The First Freedom Center is a 501(c)(3) nonprofit located in Richmond, Virginia. Its mission is to commemorate and educate about freedom of religion and conscience as proclaimed in Thomas Jefferson's Virginia Statute for Religious Freedom. Located in the Shockoe Slip district of downtown Richmond, the Center sits on the site where Jefferson's statute was enacted into law by the Virginia General Assembly on January 16, 1786. Championed through the Virginia General Assembly by James Madison, the statute was the first law of absolute religious freedom enacted in the young nation and served as a template for the religion clauses of the First Amendment to the U.S. Constitution, which would be ratified five years later (1791).

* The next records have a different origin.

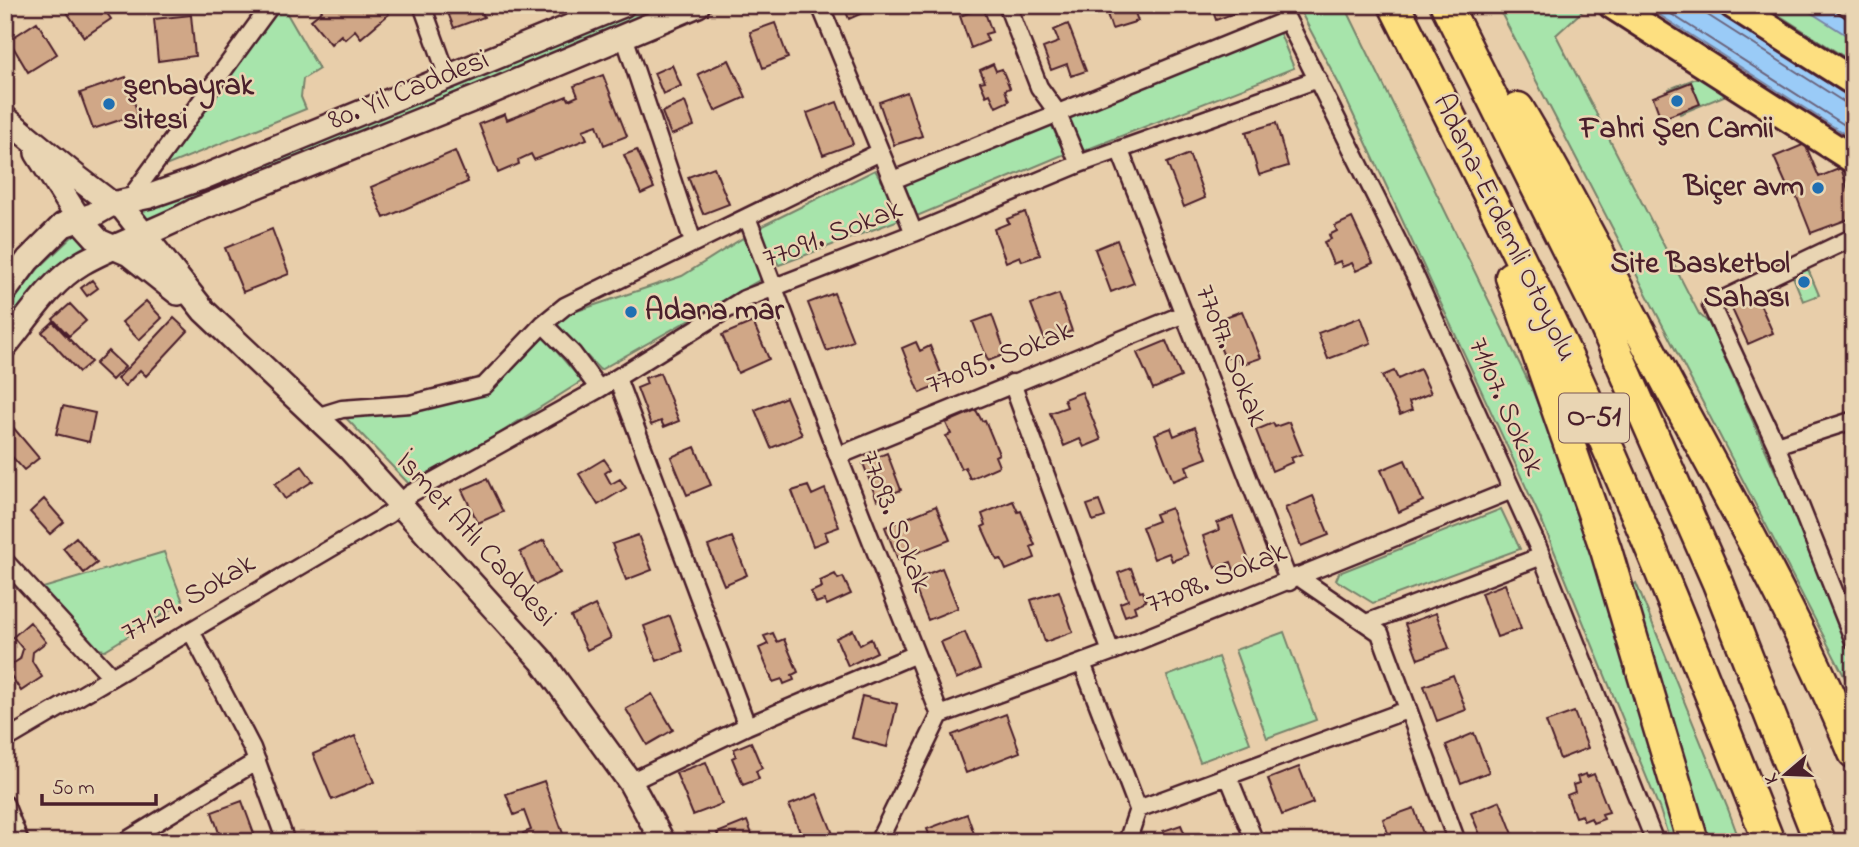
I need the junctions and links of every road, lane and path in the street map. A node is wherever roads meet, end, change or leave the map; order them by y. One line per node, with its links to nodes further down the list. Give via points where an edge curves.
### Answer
1 (271, 5): 29 (street, via 136,190)
2 (422, 5): 17 (street)
3 (623, 5): 17 (main road, 80. Yıl Caddesi)
4 (698, 5): 16 (main road, 80. Yıl Caddesi)
5 (820, 5): 25 (street)
6 (1007, 5): 20 (street, via 1039,87)
7 (1280, 5): 15 (street, 71107. Sokak)
8 (1394, 5): 24 (highway, Adana-Erdemli Otoyolu / O-51)
9 (1446, 5): 85 (highway, Adana-Erdemli Otoyolu / O-51, via 1602,318 1718,583)
10 (1455, 5): 68 (highway, via 1593,241 1771,574)
11 (1612, 5): 26 (main road)
12 (1733, 5): 19 (main road)
13 (1844, 5): 14 (street)
14 (1854, 12)
15 (1287, 20): 18 (street, 71107. Sokak); 20 (street)
16 (624, 36): 34 (main road, 80. Yıl Caddesi, via 194,211); 36 (street)
17 (448, 77): 29 (main road, 80. Yıl Caddesi, via 199,179)
18 (1318, 79): 23 (street, 77091. Sokak); 51 (street, 71107. Sokak, via 1417,280)
19 (1854, 82)
20 (1057, 112): 27 (street); 28 (street)
21 (5, 118): 22 (main road)
22 (25, 136): 30 (main road); 32 (main road)
23 (1120, 151): 27 (street, 77091. Sokak); 41 (street, 77097. Sokak)
24 (1468, 151): 83 (highway, via 1606,550); 84 (highway, Adana-Erdemli Otoyolu / O-51, via 1566,354 1678,610)
25 (880, 152): 28 (street); 31 (street)
26 (1854, 160)
27 (1079, 164): 33 (street, 77091. Sokak)
28 (893, 180): 33 (street)
29 (138, 199): 30 (main road, 80. Yıl Caddesi)
30 (112, 204): 32 (main road, 80. Yıl Caddesi); 34 (main road, İsmet Atlı Caddesi, via 122,207)
31 (747, 217): 36 (street); 38 (street, 77093. Sokak)
32 (79, 219): 37 (main road, İsmet Atlı Caddesi, via 99,241); 39 (main road, via 63,225)
33 (914, 233): 38 (street, 77091. Sokak)
34 (144, 236): 37 (main road, 80. Yıl Caddesi); 40 (main road, İsmet Atlı Caddesi)
35 (1854, 237): 49 (street, via 1711,305)
36 (694, 242): 42 (street, via 565,306)
37 (116, 248): 40 (main road, İsmet Atlı Caddesi); 43 (main road, via 82,263 55,285)
38 (773, 289): 44 (street, 77091. Sokak, via 744,299); 50 (street, 77093. Sokak)
39 (5, 290)
40 (204, 311): 47 (main road, İsmet Atlı Caddesi)
41 (1184, 314): 45 (street, 77095. Sokak); 55 (street, 77097. Sokak)
42 (543, 324): 46 (street); 47 (street, via 484,386 411,404)
43 (5, 346)
44 (617, 378): 46 (street, 77091. Sokak); 66 (street)
45 (1012, 383): 50 (street, 77095. Sokak); 60 (street)
46 (599, 389): 52 (street, 77091. Sokak, via 410,494)
47 (316, 417): 52 (main road, İsmet Atlı Caddesi)
48 (1854, 420): 49 (street)
49 (1776, 444): 56 (street)
50 (838, 456): 61 (street, 77093. Sokak)
51 (1512, 490): 53 (street, 71107. Sokak); 55 (street, 77098. Sokak)
52 (400, 505): 58 (street, 77129. Sokak); 71 (main road, İsmet Atlı Caddesi, via 542,662)
53 (1542, 556): 57 (street); 82 (street, 71107. Sokak)
54 (5, 561): 63 (street)
55 (1293, 579): 57 (street); 60 (street, 77098. Sokak)
56 (1847, 605): 59 (street)
57 (1366, 623): 64 (street, via 1380,634)
58 (191, 631): 63 (street, 77129. Sokak); 69 (street)
59 (1854, 642)
60 (1111, 652): 62 (street, 77098. Sokak)
61 (916, 654): 65 (street, 77093. Sokak); 66 (street)
62 (1082, 663): 65 (street, 77098. Sokak); 73 (street)
63 (111, 676): 67 (street, 77129. Sokak)
64 (1408, 710): 70 (street); 81 (street)
65 (940, 715): 78 (street)
66 (747, 726): 71 (street)
67 (5, 740)
68 (1854, 753)
69 (257, 761): 75 (street); 76 (street)
70 (1228, 776): 73 (street); 80 (street)
71 (630, 782): 77 (main road, İsmet Atlı Caddesi)
72 (5, 804): 74 (street)
73 (1138, 809): 79 (street)
74 (20, 842)
75 (124, 842)
76 (286, 842)
77 (663, 842)
78 (878, 842)
79 (1127, 842)
80 (1255, 842)
81 (1457, 842)
82 (1655, 842)
83 (1693, 842)
84 (1769, 842)
85 (1820, 842)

==The Council for America’s First Freedom==
The Council for America's First Freedom formed in Richmond in 1984 to prepare for the 1986 bicentennial of the Jan. 16, 1786, ratification of the Statute. The council registered the trademark for "First Freedom Center" with the US Patent office in 2003.

==First Freedom Awards==
The First Freedom Center commemorates National Religious Freedom Day by an annual First Freedom Award presentation. The three annual awards include a Virginia First Freedom Award as well as national and international awards

Past recipients of the award include:
- Madeleine Albright
- Tony Blair
- Richard C. Holbrooke
- Chet Edwards
- Bill and Judith Moyers

==Opening of the Center==
While educational and award activities happened for years, the Council pursued an actual "bricks and mortar" center for several years. In 2004, the center announced that groundbreaking for the center would occur in 2005 with doors to open in 2007. After some delays, the First Freedom Center opened in January 2015 with a commemoration featuring Gov. Terry McAuliffe and Richmond Mayor Dwight Jones. The FFC was taken over by The Valentine in July 2015.

==Description of the Center==
The First Freedom Center is connected to the newly finished Courtyard and Residence Inns by Marriott (and owned by Apple Hospitality ) and features 2,200 square feet of installations that "delve into America's experience with religious liberty from its European roots through today"

According to the Richmond Times Dispatch, "The museum features statues of Jefferson and James Madison, along with exhibits and displays that trace and celebrate America’s experiment with religious liberty, from the 1600s through today. One wall will feature changing exhibits that highlight current events related to religious freedom. Outside is a 27-foot spire and a wall etched with a paragraph of the 1786 statute, which laid the foundation for the religious freedom guaranteed in the Bill of Rights."